One misbehaving client sending 10,000 requests per second can bring your API to its knees. Rate limiting prevents that. Its not about being mean to users - its about keeping the service alive for everyone.
Why Rate Limit?
Common Algorithms
Fixed Window
Count requests in fixed time windows (e.g., per minute):
class FixedWindowLimiter {
private counts: Map<string, { count: number; windowStart: number }> = new Map();
isAllowed(key: string, limit: number, windowMs: number): boolean {
const now = Date.now();
const windowStart = Math.floor(now / windowMs) * windowMs;
const entry = this.counts.get(key);
if (!entry || entry.windowStart !== windowStart) {
this.counts.set(key, { count: 1, windowStart });
return true;
}
if (entry.count >= limit) {
return false;
}
entry.count++;
return true;
}
}
Problem: Burst at window boundary. User makes 100 requests at 11:59, then 100 more at 12:00. Thats 200 in 2 seconds.
Sliding Window
Smoother limiting using weighted average:
class SlidingWindowLimiter {
isAllowed(key: string, limit: number, windowMs: number): boolean {
const now = Date.now();
const currentWindow = Math.floor(now / windowMs);
const previousWindow = currentWindow - 1;
const currentCount = this.getCount(key, currentWindow);
const previousCount = this.getCount(key, previousWindow);
// Weight based on position in current window
const elapsed = now % windowMs;
const weight = elapsed / windowMs;
const estimated = previousCount * (1 - weight) + currentCount;
if (estimated >= limit) {
return false;
}
this.increment(key, currentWindow);
return true;
}
}
Token Bucket
Tokens refill over time.
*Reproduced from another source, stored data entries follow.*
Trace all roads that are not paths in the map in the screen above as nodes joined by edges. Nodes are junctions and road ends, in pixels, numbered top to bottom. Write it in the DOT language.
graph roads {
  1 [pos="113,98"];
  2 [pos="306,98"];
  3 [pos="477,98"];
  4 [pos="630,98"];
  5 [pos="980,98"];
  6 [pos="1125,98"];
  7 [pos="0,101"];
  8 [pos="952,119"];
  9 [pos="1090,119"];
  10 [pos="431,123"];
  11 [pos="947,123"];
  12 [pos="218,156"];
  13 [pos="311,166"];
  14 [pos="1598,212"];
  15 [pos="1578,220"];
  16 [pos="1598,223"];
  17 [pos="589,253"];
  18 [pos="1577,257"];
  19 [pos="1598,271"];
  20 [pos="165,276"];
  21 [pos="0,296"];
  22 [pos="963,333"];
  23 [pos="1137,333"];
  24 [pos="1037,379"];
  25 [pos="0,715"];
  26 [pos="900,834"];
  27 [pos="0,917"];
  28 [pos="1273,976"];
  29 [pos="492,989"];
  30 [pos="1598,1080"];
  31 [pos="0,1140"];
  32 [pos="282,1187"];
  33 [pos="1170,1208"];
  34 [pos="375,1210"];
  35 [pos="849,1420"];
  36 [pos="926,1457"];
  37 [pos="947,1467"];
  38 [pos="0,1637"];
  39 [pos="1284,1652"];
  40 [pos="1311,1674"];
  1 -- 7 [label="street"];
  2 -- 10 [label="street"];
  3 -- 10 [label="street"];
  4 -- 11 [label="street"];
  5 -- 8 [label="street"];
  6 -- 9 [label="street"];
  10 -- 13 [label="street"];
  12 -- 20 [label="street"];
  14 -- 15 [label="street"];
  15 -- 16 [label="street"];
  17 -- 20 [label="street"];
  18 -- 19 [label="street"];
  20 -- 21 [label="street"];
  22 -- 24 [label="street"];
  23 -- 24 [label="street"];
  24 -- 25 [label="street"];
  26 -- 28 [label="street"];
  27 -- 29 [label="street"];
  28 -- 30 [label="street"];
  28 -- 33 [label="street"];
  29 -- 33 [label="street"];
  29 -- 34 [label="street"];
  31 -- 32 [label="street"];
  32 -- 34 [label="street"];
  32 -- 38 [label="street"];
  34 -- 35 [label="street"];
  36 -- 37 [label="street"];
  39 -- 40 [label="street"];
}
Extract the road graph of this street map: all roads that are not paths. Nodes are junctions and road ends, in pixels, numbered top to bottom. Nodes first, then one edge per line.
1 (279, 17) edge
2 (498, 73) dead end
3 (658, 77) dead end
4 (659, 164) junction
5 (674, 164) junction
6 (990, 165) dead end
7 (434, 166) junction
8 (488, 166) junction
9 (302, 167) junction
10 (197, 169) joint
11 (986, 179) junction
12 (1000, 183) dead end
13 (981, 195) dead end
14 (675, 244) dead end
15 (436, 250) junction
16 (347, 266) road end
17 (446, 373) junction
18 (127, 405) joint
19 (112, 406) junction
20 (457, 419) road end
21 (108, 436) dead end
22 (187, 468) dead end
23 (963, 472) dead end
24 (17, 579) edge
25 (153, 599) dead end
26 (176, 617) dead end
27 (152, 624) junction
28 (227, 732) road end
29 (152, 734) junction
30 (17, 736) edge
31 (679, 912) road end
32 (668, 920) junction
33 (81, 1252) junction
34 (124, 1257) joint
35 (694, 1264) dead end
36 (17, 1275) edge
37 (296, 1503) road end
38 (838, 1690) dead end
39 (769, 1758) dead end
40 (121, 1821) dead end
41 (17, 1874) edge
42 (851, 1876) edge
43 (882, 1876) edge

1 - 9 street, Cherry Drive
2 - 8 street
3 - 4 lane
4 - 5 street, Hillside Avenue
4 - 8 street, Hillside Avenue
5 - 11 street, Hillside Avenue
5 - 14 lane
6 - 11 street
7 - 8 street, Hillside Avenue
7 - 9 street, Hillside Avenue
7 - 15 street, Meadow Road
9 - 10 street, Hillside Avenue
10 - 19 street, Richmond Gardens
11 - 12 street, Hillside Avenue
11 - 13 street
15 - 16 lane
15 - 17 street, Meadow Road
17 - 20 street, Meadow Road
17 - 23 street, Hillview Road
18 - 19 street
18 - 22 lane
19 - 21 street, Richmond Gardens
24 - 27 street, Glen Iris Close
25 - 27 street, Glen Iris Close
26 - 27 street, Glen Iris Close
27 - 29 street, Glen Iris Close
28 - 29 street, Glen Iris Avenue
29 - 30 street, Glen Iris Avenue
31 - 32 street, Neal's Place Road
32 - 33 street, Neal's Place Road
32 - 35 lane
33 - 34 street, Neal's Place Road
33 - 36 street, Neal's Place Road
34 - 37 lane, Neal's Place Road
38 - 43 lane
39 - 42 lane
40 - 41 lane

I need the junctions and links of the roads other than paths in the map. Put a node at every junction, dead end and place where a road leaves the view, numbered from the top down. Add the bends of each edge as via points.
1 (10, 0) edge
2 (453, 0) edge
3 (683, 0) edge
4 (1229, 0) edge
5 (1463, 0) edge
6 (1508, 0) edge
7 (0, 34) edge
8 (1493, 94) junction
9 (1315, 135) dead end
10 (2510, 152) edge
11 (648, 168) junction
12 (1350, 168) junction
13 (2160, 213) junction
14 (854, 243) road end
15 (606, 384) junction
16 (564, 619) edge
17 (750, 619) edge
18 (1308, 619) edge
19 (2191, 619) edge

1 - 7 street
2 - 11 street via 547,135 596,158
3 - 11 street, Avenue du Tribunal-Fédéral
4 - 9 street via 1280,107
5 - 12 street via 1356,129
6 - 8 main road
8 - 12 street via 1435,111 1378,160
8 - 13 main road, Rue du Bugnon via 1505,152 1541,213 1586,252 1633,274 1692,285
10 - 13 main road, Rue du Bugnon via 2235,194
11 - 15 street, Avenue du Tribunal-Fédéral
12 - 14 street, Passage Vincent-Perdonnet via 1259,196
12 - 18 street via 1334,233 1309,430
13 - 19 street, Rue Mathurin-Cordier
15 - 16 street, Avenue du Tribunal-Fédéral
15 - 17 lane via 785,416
Each request consumes a token:
class TokenBucket {
private buckets: Map<string, { tokens: number; lastRefill: number }> = new Map();
isAllowed(
key: string,
maxTokens: number,
refillRate: number // tokens per second
): boolean {
const now = Date.now();
let bucket = this.buckets.get(key);
if (!bucket) {
bucket = { tokens: maxTokens, lastRefill: now };
this.buckets.set(key, bucket);
}
// Refill tokens based on time elapsed
const elapsed = (now - bucket.lastRefill) / 1000;
bucket.tokens = Math.min(maxTokens, bucket.tokens + elapsed * refillRate);
bucket.lastRefill = now;
if (bucket.tokens < 1) {
return false;
}
bucket.tokens--;
return true;
}
}
Best for: Allowing bursts while maintaining average rate.
Redis Implementation
For distributed systems, use Redis:
async function checkRateLimit(
userId: string,
limit: number,
windowSeconds: number
): Promise<{ allowed: boolean; remaining: number; resetAt: number }> {
const key = `ratelimit:${userId}`;
const now = Math.floor(Date.now() / 1000);
const windowStart = now - windowSeconds;
// Remove old entries, add current, count total
const results = await redis
.multi()
.zremrangebyscore(key, 0, windowStart)
.zadd(key, now, `${now}-${Math.random()}`)
.zcard(key)
.expire(key, windowSeconds)
.exec();
const count = results[2][1] as number;
const allowed = count <= limit;
return {
allowed,
remaining: Math.max(0, limit - count),
resetAt: now + windowSeconds
};
}
Response Headers
Tell clients their limits:
app.use(async (req, res, next) => {
const result = await checkRateLimit(req.userId, 100, 60);
res.set({
'X-RateLimit-Limit': '100',
'X-RateLimit-Remaining': result.remaining.toString(),
'X-RateLimit-Reset': result.resetAt.toString(),
});
if (!result.allowed) {
res.set('Retry-After', '60');
return res.status(429).json({
error: 'Too many requests',
retryAfter: 60
});
}
next();
});
Different Limits for Different Things
const limits = {
// Per user
'user:requests': { limit: 100, window: 60 }, // 100/min
'user:uploads': { limit: 10, window: 3600 }, // 10/hour
// Per IP (for unauthenticated)
'ip:requests': { limit: 30, window: 60 }, // 30/min
// Per API key (for B2B)
'apikey:requests': { limit: 1000, window: 60 }, // 1000/min
// Global (protect the service)
'global:requests': { limit: 10000, window: 1 }, // 10k/sec
};
Rate Limit by Cost
Not all endpoints are equal:
const endpointCosts = {
'GET /users': 1,
'POST /users': 5,
'GET /reports/generate': 50, // Expensive operation
'POST /ai/generate': 100, // Very expensive
};
async function checkCostBasedLimit(userId: string, endpoint: string) {
const cost = endpointCosts[endpoint] || 1;
const result = await checkRateLimit(userId, 1000, 60); // 1000 points/min
if (result.remaining < cost) {
return { allowed: false, remaining: result.remaining };
}
// Consume points
await consumePoints(userId, cost);
return { allowed: true, remaining: result.remaining - cost };
}
Quick Checklist
- [ ] Rate limit by user AND by IP
- [ ] Return proper 429 status code
- [ ] Include rate limit headers
- [ ] Log rate limit hits for monitoring
- [ ] Have different tiers (free vs paid)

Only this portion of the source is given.